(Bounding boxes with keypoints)
━━━━
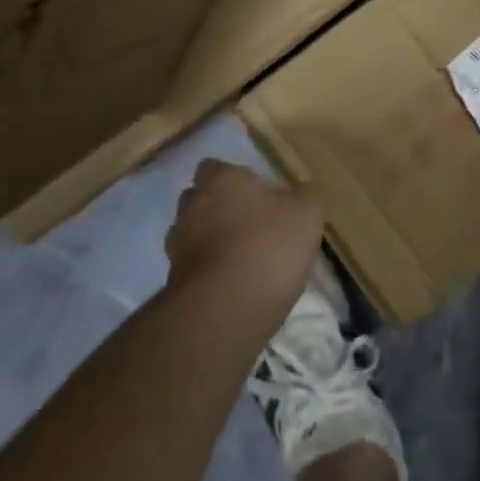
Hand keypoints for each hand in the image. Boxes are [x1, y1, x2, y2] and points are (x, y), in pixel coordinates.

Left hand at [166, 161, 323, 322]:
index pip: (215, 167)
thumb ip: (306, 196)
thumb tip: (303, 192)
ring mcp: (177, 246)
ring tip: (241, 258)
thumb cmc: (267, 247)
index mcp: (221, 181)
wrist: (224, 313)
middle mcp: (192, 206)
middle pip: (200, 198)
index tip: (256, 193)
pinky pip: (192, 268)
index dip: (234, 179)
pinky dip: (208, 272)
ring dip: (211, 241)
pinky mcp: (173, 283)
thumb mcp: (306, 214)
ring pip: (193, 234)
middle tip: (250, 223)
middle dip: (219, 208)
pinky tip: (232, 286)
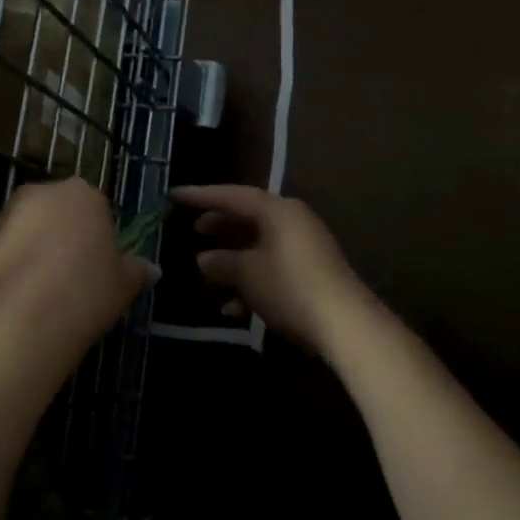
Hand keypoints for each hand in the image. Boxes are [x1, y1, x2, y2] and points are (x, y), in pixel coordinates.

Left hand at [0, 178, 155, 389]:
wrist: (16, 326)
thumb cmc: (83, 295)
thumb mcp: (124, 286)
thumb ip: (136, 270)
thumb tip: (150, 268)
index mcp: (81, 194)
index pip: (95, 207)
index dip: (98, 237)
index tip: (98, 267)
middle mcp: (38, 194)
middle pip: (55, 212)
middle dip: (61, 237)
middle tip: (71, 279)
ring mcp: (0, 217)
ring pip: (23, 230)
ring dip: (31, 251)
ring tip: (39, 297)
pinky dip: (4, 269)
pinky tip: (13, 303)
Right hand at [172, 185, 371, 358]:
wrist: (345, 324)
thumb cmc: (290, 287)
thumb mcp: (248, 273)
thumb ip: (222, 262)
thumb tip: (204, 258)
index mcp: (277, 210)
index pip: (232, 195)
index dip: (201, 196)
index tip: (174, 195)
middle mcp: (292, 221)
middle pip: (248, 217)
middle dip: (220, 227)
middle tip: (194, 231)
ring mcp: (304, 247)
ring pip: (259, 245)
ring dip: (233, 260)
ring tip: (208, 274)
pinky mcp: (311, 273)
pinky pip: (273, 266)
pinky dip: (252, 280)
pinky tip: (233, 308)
━━━━
> **Aim of the exercise**
Could you please return the entries above exactly, minus the pictures?

> **Task result**
Hand keypoints for each hand in the image. Boxes are [x1, y1, x2, y2] and points are (x, y), in pixel coordinates.

Left hand at [166, 161, 323, 322]:
index pip: (215, 167)
thumb ip: (306, 196)
thumb tip: (303, 192)
ring mcp: (177, 246)
ring tip: (241, 258)
thumb cmc: (267, 247)
index mcp: (221, 181)
wrist: (224, 313)
middle mcp: (192, 206)
middle pip: (200, 198)
index tip: (256, 193)
pinky pip: (192, 268)
index dip: (234, 179)
pinky dip: (208, 272)
ring dip: (211, 241)
pinky mcp: (173, 283)
thumb mcp: (306, 214)
ring pip: (193, 234)
middle tip: (250, 223)
middle dip: (219, 208)
pinky tip: (232, 286)
Hand keypoints for each hand in the image. Boxes are [x1, y1, x2, y2] and points are (x, y), in pixel coordinates.

Left hand at [0, 178, 155, 389]:
wrist: (16, 326)
thumb cmc: (83, 295)
thumb mcp: (124, 286)
thumb ip: (136, 270)
thumb tip: (150, 268)
index mcp: (81, 194)
index pip: (95, 207)
index dip: (98, 237)
index tip: (98, 267)
middle mcp: (38, 194)
middle pip: (55, 212)
middle dip: (61, 237)
middle tip: (71, 279)
ring mcp: (0, 217)
ring pip: (23, 230)
ring dip: (31, 251)
ring tip: (39, 297)
pinky dip: (4, 269)
pinky tip: (13, 303)
Right hand at [172, 185, 371, 358]:
wrist: (345, 324)
thumb cmc: (290, 287)
thumb mcp: (248, 273)
thumb ip: (222, 262)
thumb tip: (204, 258)
index mcp: (277, 210)
index pip: (232, 195)
index dip: (201, 196)
index tip: (174, 195)
middle mcp: (292, 221)
middle pip: (248, 217)
middle dip: (220, 227)
middle tip: (194, 231)
ring mcp: (304, 247)
ring pip: (259, 245)
ring dip: (233, 260)
ring tip: (208, 274)
pinky mcp: (311, 273)
pinky pip: (273, 266)
pinky dip: (252, 280)
pinky tip: (233, 308)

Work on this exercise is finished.